_What you will do:_ A line belongs in the answer if it contains "Extract"; copy every such line from the entries below.

━━ Listed entries ━━

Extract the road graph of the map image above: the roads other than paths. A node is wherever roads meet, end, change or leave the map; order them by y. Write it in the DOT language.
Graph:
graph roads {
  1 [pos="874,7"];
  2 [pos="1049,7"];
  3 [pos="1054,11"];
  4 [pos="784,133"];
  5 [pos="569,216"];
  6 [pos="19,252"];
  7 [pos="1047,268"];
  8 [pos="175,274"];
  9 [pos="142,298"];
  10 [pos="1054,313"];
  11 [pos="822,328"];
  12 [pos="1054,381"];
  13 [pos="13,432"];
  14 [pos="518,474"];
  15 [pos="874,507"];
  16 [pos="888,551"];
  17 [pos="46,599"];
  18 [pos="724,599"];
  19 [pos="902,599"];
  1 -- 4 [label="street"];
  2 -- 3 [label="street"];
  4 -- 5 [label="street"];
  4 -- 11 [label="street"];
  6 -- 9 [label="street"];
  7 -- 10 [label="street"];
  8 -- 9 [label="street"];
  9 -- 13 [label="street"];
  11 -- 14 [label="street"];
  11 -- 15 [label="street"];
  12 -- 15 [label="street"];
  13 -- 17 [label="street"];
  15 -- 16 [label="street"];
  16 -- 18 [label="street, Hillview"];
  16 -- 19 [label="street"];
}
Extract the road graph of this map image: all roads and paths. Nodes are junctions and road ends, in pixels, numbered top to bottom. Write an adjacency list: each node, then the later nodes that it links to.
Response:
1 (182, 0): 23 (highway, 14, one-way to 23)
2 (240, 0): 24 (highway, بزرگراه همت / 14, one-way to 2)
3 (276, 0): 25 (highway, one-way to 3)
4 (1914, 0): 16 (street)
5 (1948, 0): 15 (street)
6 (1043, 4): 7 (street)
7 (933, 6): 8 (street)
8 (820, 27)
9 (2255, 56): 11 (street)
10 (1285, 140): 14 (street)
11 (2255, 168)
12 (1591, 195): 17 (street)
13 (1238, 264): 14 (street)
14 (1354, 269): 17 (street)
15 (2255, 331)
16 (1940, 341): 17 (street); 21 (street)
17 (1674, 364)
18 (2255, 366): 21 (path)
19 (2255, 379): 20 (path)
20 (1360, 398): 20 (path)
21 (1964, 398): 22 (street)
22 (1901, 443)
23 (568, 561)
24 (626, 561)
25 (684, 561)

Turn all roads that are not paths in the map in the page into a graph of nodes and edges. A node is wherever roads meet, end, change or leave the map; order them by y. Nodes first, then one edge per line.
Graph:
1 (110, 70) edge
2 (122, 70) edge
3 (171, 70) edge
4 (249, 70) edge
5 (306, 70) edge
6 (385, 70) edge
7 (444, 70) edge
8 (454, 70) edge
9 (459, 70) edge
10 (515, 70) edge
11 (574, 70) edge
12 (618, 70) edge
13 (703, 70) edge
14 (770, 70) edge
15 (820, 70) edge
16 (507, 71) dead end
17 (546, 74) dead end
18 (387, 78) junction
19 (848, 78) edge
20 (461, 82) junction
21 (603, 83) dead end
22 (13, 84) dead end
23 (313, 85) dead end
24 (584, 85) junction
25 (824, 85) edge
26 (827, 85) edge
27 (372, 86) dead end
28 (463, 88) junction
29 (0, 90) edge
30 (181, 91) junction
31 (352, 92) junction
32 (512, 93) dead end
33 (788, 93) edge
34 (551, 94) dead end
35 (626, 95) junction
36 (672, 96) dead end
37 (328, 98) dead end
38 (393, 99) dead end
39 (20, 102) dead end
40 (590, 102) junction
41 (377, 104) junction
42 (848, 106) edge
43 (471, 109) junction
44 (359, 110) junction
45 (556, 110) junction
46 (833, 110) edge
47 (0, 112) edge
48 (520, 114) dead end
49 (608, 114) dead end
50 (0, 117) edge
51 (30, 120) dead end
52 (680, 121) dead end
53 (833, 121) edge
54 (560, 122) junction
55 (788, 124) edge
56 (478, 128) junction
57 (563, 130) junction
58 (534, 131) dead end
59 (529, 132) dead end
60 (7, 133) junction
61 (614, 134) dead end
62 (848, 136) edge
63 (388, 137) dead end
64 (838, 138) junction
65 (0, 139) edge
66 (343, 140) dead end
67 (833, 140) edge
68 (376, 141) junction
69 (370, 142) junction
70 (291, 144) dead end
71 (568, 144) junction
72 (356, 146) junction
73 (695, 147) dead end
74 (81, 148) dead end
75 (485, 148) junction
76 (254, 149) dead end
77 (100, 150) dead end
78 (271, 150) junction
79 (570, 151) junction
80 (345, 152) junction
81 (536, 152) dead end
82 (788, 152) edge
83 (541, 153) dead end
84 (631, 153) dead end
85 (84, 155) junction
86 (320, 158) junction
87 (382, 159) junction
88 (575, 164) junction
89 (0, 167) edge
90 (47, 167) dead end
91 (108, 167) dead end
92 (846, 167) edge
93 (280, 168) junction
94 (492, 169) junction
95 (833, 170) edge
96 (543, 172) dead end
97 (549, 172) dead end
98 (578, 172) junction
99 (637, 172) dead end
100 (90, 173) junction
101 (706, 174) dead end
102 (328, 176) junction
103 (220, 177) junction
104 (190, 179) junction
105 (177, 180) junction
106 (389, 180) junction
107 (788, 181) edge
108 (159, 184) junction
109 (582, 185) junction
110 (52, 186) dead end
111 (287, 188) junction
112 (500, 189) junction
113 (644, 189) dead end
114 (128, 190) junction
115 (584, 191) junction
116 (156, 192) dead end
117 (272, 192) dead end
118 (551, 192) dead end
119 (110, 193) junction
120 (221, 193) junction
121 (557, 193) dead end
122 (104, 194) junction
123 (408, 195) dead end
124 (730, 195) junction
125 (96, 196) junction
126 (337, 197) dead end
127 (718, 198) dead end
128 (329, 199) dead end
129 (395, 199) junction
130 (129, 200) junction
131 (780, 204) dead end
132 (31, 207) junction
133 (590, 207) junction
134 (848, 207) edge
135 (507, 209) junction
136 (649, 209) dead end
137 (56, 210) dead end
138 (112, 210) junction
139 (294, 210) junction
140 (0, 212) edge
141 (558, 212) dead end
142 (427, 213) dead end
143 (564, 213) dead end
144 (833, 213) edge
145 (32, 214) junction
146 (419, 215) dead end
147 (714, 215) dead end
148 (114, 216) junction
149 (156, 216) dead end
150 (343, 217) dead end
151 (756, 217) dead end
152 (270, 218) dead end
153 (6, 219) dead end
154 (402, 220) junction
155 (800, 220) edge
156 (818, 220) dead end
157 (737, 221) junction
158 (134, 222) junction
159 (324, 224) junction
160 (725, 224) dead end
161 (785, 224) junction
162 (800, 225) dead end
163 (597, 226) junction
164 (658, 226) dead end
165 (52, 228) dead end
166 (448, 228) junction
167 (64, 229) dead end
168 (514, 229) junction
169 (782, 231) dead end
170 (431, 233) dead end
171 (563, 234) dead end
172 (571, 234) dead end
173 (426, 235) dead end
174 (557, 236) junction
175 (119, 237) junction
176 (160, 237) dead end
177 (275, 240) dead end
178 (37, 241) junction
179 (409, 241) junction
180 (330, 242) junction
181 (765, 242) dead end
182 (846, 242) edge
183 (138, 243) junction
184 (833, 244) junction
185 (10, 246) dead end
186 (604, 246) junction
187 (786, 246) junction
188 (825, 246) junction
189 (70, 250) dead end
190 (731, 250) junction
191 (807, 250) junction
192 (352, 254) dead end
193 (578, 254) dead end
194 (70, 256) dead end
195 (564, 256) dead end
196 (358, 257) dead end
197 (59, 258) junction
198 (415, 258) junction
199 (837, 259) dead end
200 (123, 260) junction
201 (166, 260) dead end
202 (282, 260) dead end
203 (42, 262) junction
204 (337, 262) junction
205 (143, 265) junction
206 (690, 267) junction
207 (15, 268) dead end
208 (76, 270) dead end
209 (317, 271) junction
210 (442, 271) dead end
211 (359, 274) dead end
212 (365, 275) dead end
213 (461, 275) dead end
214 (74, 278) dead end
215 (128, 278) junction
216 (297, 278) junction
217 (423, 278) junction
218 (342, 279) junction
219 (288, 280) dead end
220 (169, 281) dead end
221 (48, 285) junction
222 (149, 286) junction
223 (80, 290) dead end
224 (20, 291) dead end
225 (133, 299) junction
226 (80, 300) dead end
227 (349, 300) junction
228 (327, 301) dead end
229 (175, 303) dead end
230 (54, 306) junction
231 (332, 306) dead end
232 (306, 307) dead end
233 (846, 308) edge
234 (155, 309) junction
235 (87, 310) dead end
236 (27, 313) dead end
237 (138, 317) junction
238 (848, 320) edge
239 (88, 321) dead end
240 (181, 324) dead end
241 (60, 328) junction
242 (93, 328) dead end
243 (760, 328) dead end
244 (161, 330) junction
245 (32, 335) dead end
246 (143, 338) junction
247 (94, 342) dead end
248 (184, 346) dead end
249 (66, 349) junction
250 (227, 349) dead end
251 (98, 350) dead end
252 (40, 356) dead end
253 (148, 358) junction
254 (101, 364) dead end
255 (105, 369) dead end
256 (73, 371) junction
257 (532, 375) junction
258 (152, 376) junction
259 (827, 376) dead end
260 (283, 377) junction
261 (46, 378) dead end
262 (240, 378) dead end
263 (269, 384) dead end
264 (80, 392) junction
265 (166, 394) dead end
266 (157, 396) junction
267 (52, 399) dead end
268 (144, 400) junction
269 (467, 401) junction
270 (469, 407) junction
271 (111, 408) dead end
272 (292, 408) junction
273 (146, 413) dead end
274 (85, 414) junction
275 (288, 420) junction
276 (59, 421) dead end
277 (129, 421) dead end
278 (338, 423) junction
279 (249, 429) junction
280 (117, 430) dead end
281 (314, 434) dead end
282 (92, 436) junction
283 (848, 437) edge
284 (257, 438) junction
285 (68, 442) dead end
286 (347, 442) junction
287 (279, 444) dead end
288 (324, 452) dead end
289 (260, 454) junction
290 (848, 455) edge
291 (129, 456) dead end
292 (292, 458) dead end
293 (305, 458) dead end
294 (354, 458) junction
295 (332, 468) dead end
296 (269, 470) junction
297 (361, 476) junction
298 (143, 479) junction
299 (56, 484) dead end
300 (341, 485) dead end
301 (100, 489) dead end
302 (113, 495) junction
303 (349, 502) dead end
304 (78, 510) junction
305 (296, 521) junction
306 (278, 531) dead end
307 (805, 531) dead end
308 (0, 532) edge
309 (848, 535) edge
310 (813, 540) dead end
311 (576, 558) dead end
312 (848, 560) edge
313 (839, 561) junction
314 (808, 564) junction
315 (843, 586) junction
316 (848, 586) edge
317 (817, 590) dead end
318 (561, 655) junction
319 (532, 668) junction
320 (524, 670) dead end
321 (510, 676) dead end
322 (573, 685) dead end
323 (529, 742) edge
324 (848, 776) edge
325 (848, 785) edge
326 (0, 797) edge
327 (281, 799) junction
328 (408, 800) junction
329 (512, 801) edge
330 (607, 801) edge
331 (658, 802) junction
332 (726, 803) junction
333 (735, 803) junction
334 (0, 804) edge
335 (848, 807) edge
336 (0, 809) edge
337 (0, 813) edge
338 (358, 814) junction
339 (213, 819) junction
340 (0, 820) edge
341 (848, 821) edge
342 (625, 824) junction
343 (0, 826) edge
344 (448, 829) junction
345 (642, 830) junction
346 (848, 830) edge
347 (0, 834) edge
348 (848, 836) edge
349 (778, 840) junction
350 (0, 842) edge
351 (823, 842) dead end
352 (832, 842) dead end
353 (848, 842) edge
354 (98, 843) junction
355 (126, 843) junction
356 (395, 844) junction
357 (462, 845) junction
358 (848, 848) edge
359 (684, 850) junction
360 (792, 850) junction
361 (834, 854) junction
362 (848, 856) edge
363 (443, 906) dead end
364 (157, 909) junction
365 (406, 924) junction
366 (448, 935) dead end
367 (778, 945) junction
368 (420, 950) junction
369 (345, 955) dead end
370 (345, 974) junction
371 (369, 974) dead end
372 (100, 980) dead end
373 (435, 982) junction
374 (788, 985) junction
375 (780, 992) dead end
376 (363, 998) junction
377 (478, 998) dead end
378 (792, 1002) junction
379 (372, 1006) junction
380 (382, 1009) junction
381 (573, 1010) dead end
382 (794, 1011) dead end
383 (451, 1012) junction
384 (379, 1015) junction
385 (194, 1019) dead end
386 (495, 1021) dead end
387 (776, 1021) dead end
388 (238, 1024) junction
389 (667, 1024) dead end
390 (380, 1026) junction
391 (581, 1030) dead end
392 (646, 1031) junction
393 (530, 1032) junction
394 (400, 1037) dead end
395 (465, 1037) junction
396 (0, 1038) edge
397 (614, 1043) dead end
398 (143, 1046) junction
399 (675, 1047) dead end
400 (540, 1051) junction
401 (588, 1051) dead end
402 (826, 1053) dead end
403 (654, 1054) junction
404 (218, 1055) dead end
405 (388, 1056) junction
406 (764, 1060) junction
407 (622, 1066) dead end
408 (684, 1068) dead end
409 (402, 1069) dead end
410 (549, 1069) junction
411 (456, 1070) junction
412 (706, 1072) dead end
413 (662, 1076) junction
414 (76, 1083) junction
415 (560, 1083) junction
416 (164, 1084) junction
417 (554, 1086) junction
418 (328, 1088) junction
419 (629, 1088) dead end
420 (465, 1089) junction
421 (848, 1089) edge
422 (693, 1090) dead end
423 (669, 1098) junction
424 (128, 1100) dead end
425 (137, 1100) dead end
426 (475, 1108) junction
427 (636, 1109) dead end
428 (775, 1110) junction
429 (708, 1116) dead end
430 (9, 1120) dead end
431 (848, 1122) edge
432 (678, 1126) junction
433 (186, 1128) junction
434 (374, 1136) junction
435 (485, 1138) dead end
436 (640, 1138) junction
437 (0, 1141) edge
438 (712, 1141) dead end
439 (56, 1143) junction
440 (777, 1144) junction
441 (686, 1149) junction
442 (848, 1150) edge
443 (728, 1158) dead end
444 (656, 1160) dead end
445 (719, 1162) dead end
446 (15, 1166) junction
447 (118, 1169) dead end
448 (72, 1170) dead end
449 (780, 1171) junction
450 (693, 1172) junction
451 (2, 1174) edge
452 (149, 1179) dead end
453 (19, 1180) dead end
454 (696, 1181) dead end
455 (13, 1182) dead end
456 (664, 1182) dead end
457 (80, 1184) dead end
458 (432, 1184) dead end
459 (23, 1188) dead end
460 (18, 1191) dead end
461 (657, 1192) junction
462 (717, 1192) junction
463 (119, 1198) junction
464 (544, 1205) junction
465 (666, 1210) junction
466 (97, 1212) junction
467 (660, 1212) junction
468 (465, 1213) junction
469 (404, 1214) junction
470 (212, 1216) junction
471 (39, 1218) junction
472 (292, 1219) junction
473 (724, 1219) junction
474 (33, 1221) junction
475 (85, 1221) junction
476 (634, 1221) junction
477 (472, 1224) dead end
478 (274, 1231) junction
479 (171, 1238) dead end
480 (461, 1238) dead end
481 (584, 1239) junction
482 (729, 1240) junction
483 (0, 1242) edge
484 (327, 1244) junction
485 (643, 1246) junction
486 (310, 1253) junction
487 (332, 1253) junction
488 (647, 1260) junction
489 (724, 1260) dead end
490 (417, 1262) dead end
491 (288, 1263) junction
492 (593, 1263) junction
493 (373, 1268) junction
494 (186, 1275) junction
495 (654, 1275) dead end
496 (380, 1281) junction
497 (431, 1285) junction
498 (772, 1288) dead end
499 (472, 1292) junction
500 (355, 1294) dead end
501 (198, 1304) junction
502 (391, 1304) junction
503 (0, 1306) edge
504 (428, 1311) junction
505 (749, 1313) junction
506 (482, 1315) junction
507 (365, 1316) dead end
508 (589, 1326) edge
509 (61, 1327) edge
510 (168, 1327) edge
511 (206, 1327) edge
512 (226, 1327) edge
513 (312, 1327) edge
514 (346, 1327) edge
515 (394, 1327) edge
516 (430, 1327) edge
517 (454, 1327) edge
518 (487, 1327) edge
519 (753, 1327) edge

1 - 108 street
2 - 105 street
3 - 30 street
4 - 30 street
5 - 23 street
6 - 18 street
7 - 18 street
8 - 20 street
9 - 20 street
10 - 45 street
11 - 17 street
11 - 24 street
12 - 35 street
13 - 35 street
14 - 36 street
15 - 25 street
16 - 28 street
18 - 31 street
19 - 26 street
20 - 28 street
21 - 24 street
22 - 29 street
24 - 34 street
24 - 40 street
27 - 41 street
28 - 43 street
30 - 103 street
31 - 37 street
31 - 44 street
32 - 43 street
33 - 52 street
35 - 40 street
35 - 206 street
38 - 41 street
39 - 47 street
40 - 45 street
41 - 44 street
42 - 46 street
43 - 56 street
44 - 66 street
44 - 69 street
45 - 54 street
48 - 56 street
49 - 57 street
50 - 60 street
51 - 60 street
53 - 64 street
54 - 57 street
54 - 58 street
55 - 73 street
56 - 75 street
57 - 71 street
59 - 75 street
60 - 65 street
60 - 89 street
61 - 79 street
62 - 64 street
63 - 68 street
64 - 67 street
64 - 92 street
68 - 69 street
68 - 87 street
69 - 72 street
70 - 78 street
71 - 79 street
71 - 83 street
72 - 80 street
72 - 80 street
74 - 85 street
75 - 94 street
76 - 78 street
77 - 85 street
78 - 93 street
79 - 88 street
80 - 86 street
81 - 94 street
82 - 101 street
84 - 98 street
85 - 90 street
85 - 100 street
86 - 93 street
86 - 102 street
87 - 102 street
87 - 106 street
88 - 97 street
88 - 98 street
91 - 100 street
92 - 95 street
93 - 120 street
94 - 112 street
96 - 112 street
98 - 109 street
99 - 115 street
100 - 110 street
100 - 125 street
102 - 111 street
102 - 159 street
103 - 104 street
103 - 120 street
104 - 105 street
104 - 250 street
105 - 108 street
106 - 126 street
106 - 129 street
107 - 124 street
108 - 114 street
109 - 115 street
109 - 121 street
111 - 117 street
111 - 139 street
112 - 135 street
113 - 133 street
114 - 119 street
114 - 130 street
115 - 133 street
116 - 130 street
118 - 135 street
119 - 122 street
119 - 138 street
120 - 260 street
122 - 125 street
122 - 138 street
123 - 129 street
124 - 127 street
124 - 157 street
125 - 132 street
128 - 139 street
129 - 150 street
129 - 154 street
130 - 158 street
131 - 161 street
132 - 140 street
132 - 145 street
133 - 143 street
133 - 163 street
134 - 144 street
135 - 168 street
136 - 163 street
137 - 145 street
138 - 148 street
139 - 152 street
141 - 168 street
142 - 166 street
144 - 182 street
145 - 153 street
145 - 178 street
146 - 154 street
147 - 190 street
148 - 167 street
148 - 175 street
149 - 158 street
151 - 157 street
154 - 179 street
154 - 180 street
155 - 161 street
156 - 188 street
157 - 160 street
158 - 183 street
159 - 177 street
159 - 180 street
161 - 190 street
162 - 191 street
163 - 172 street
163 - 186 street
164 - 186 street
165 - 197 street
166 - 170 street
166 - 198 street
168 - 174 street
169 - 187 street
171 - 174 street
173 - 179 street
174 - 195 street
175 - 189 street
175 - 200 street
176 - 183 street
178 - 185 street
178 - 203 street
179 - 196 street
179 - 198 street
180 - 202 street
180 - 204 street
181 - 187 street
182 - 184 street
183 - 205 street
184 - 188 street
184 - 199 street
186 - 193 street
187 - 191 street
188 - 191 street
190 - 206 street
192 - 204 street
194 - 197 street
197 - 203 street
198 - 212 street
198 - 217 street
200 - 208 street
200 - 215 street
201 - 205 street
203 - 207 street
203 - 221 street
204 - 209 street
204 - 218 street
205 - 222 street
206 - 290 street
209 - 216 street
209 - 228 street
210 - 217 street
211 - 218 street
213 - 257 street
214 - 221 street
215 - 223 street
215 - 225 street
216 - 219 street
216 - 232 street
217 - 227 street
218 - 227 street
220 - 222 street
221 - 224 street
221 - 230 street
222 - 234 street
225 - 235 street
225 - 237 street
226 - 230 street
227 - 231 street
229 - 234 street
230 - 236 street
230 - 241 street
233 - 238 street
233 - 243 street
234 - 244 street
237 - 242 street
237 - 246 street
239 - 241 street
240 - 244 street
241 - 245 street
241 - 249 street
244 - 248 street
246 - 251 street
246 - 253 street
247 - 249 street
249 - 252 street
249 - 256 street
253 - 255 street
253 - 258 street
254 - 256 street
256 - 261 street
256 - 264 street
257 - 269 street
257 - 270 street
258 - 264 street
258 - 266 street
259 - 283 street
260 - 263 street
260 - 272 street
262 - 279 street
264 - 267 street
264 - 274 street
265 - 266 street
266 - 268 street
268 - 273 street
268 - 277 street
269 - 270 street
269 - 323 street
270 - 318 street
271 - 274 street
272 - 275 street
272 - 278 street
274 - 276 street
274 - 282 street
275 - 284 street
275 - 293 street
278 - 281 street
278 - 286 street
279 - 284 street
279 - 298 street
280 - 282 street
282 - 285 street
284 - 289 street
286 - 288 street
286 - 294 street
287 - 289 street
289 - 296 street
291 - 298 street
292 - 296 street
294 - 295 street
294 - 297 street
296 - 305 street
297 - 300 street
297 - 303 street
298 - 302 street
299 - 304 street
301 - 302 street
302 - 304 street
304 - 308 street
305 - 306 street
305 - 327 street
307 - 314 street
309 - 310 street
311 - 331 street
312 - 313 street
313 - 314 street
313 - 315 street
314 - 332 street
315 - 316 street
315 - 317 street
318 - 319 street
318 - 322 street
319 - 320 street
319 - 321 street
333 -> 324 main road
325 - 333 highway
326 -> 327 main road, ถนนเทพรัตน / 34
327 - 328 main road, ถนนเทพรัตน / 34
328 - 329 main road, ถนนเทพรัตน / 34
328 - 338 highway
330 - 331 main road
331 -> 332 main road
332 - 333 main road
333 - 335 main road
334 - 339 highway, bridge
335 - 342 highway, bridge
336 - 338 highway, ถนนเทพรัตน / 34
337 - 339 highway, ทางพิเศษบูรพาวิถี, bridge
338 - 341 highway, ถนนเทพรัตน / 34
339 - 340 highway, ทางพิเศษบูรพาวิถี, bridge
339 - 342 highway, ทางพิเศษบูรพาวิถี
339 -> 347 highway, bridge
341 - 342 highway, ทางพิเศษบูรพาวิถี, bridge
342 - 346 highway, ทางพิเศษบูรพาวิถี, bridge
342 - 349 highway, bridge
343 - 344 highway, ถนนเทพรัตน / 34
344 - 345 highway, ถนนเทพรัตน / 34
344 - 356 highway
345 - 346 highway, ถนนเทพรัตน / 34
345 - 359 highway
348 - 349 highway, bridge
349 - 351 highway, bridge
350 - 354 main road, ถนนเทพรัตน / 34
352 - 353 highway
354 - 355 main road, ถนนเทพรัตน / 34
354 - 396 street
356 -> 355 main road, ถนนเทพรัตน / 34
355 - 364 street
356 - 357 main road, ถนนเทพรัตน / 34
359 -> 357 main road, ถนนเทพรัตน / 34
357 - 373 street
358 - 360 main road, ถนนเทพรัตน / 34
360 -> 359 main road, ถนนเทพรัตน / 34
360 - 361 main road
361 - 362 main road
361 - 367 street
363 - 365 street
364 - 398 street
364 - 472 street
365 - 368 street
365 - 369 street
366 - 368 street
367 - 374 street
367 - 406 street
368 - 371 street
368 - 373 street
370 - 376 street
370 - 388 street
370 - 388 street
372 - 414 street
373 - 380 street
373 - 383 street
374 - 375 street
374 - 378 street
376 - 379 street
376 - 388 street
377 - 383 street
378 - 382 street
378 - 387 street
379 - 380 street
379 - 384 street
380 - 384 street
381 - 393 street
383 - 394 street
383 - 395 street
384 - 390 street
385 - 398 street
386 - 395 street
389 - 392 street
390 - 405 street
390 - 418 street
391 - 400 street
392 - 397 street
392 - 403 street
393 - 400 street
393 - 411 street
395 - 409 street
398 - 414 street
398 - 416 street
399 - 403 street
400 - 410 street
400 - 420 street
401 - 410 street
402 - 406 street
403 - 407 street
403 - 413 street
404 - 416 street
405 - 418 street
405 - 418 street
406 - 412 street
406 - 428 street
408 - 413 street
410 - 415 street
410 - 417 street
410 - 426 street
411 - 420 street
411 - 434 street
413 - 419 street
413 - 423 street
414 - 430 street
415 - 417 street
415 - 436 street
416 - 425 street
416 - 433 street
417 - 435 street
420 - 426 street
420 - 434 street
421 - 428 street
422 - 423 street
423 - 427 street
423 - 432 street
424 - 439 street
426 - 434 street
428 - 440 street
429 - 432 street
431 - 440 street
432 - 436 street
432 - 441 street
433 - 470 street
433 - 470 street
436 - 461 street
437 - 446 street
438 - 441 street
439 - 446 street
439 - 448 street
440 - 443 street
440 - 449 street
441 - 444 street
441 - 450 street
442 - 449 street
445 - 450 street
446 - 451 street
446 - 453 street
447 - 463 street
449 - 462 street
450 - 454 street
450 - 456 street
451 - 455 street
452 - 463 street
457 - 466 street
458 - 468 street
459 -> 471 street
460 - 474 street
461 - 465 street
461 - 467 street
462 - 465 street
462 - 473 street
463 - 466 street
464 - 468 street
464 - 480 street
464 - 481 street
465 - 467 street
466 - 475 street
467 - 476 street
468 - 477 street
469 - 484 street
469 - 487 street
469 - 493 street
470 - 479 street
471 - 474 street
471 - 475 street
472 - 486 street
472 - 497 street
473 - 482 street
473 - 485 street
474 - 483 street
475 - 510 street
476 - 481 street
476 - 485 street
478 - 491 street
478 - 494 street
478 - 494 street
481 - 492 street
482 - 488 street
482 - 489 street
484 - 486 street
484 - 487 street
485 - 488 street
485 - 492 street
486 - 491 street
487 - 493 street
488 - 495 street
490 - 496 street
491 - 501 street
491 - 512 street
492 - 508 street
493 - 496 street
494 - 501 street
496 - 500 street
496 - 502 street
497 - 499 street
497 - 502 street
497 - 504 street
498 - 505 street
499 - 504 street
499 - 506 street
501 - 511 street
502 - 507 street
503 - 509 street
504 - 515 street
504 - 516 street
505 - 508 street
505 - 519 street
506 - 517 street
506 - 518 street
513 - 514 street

━━━

_Exercise result:_
Extract the road graph of the map image above: the roads other than paths. A node is wherever roads meet, end, change or leave the map; order them by y. Write it in the DOT language.
Extract the road graph of this map image: all roads and paths. Nodes are junctions and road ends, in pixels, numbered top to bottom. Write an adjacency list: each node, then the later nodes that it links to.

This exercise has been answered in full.